ASSIGNED TASK
Please copy out the lines in the entries that contain "numbered".

· · · · · · ·

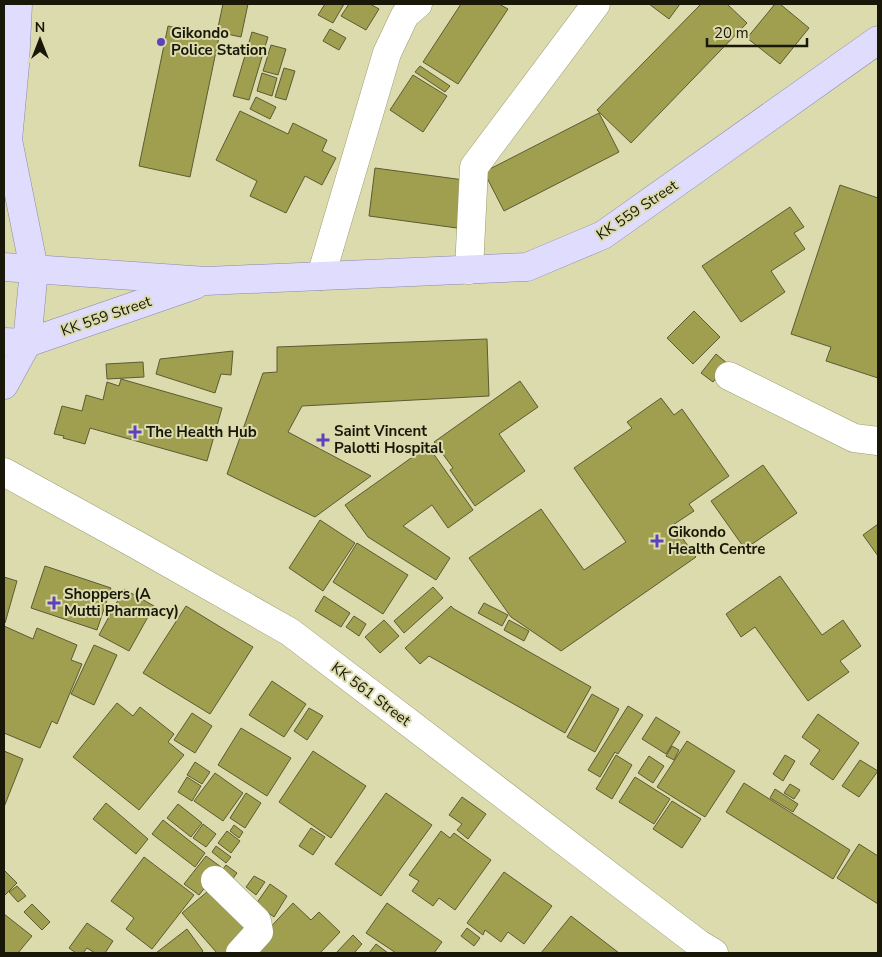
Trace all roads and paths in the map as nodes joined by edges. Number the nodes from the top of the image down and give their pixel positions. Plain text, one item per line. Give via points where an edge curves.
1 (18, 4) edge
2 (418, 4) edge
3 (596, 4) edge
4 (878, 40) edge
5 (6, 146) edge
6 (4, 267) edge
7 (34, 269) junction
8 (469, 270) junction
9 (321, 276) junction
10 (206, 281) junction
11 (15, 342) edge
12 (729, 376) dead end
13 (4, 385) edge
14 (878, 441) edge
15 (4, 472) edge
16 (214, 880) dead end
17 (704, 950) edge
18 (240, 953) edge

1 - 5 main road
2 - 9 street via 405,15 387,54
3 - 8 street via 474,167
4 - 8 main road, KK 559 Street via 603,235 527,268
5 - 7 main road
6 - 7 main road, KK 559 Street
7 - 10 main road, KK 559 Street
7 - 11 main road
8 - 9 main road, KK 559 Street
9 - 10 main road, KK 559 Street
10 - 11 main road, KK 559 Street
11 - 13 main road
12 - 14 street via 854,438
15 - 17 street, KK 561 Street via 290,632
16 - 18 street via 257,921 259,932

· · · · · · ·

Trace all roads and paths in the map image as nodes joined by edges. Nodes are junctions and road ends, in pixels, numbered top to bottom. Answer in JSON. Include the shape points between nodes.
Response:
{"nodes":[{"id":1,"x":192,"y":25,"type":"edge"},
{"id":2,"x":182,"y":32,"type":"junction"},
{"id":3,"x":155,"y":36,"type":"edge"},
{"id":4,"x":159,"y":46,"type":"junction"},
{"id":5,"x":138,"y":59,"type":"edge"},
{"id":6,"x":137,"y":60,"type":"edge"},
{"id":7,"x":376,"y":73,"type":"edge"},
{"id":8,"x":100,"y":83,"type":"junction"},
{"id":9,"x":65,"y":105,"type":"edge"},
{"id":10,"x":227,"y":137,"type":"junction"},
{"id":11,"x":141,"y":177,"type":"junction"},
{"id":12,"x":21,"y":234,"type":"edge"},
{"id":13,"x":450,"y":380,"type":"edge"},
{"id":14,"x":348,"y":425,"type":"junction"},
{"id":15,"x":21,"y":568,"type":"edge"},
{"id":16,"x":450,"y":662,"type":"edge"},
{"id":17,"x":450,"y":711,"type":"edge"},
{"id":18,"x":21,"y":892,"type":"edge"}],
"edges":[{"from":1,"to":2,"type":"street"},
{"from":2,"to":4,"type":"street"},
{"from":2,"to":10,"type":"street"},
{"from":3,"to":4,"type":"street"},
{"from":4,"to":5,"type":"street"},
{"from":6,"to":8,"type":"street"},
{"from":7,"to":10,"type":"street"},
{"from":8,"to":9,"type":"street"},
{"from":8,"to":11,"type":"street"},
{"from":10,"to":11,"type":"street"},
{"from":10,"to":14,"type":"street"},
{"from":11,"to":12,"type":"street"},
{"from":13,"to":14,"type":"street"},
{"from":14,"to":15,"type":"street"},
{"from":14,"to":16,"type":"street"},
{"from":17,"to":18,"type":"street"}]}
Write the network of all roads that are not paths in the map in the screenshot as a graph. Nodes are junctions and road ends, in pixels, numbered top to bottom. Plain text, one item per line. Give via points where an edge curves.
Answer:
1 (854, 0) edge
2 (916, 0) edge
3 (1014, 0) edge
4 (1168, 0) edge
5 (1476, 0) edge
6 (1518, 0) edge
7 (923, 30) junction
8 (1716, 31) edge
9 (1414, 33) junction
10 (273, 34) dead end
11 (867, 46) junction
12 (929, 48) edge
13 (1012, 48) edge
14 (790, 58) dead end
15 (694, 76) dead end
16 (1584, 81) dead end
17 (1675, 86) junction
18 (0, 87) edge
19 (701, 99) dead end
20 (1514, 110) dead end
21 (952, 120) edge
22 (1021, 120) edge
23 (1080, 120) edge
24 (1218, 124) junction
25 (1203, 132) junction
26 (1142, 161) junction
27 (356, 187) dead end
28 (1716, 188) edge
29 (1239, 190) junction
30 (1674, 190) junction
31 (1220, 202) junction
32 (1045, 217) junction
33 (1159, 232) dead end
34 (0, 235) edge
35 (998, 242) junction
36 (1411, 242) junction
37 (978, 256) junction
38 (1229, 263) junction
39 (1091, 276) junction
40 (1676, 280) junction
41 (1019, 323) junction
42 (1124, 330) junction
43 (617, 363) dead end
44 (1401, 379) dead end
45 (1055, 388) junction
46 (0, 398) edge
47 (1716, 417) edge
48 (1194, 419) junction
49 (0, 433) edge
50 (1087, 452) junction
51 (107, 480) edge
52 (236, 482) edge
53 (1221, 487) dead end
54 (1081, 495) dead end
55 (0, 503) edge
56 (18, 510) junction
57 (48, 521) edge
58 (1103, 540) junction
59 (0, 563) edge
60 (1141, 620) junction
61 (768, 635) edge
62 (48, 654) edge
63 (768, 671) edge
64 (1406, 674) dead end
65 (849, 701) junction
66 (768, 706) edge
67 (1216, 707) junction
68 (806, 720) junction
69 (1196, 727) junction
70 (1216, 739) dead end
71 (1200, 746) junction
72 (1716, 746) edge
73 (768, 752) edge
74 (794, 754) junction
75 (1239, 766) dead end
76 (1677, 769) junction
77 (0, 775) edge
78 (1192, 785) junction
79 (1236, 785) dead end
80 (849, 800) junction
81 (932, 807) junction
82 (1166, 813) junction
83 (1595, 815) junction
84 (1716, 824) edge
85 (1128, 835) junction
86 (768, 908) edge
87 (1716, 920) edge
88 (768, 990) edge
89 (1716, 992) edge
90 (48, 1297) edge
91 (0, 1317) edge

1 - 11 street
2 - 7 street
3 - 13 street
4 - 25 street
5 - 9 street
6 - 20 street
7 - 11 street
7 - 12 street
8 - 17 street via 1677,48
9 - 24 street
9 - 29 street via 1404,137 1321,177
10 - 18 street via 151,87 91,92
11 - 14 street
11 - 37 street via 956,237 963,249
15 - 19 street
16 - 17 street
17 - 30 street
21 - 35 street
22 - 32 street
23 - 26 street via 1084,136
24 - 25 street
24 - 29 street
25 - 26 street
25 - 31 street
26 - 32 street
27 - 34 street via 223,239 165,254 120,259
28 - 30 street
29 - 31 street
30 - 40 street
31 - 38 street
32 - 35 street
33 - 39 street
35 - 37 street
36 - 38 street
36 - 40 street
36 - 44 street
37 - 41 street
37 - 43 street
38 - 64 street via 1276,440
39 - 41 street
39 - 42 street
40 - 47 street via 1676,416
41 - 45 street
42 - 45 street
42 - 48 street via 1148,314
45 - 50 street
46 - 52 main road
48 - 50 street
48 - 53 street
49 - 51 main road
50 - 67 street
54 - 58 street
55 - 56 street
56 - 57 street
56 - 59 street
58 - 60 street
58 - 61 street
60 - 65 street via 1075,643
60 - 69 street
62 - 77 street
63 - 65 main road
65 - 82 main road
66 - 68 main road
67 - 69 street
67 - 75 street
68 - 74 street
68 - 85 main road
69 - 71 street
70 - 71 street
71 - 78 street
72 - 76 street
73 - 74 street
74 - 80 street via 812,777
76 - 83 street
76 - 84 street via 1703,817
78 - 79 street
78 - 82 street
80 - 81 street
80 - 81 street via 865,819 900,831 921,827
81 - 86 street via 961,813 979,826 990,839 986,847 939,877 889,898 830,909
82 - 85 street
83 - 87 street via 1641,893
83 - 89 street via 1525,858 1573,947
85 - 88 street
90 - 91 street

· · · · · · ·

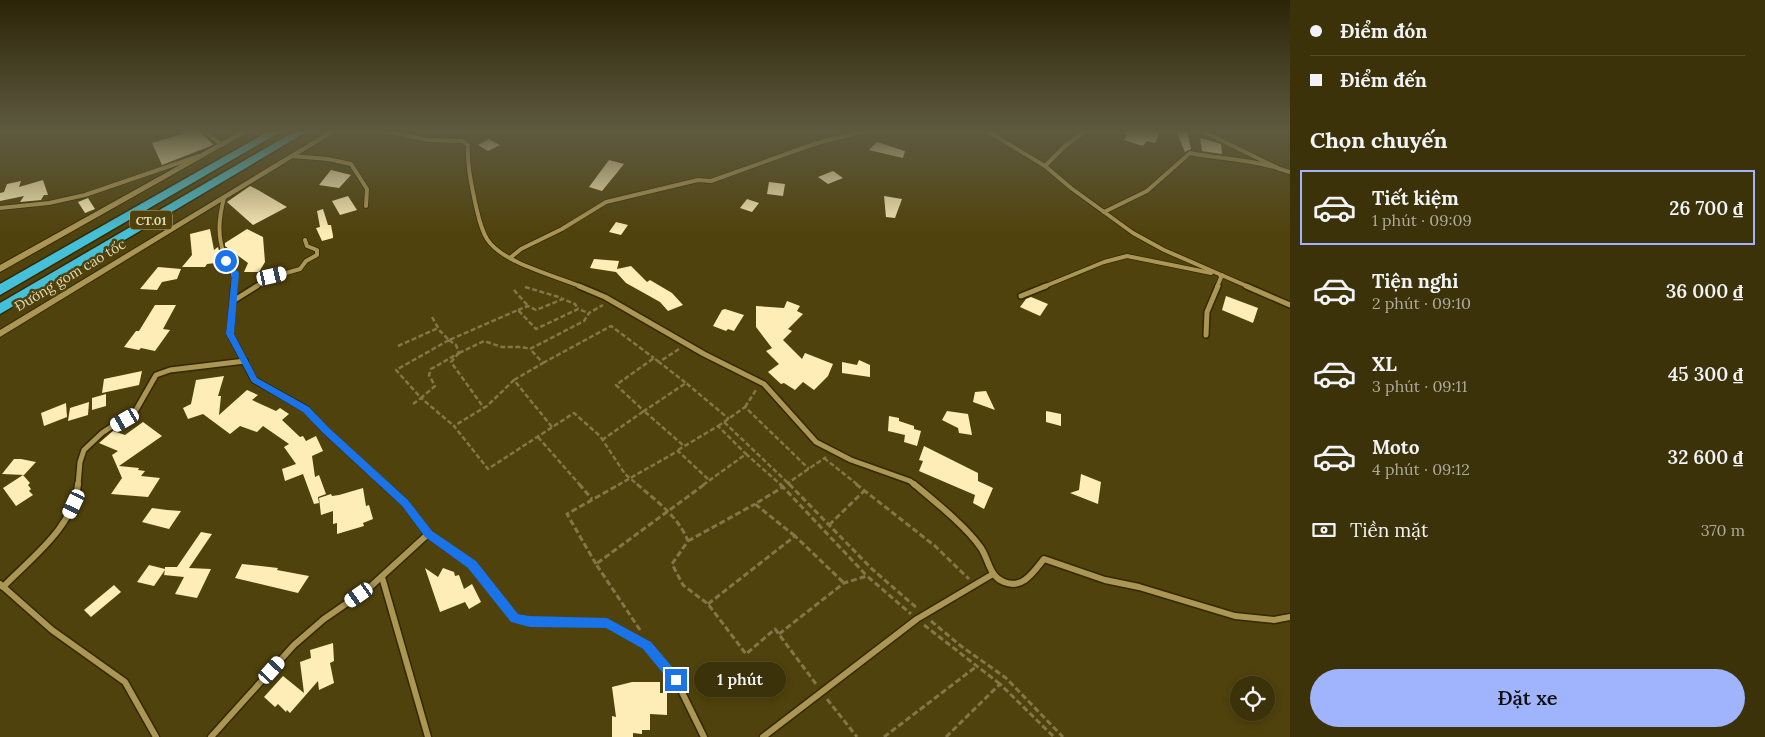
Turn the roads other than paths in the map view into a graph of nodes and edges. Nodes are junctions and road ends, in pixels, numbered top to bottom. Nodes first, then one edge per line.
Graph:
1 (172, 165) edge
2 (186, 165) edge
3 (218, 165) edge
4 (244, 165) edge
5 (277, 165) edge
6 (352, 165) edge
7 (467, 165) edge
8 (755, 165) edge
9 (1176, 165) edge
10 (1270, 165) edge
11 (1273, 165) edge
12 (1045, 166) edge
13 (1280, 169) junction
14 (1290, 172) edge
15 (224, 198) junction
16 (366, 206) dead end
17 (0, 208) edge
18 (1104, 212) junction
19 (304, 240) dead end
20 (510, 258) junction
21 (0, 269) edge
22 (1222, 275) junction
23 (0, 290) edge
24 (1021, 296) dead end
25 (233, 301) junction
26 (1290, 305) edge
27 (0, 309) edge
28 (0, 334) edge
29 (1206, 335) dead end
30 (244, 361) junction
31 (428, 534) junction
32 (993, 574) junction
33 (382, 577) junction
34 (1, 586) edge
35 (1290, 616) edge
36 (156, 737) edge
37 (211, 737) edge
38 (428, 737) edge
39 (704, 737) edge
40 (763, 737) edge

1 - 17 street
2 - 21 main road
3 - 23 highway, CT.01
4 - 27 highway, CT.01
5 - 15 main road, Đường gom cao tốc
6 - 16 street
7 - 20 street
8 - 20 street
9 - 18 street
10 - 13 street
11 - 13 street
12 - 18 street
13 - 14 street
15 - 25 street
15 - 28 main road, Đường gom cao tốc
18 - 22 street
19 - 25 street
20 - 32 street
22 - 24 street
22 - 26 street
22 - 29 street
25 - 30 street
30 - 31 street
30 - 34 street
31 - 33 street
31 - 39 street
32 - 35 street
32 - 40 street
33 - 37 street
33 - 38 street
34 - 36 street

· · · · · · ·

SOLUTION FOR THIS TASK
Trace all roads and paths in the map image as nodes joined by edges. Nodes are junctions and road ends, in pixels, numbered top to bottom. Answer in JSON. Include the shape points between nodes.
Write the network of all roads that are not paths in the map in the screenshot as a graph. Nodes are junctions and road ends, in pixels, numbered top to bottom. Plain text, one item per line. Give via points where an edge curves.
Turn the roads other than paths in the map view into a graph of nodes and edges. Nodes are junctions and road ends, in pixels, numbered top to bottom. Nodes first, then one edge per line.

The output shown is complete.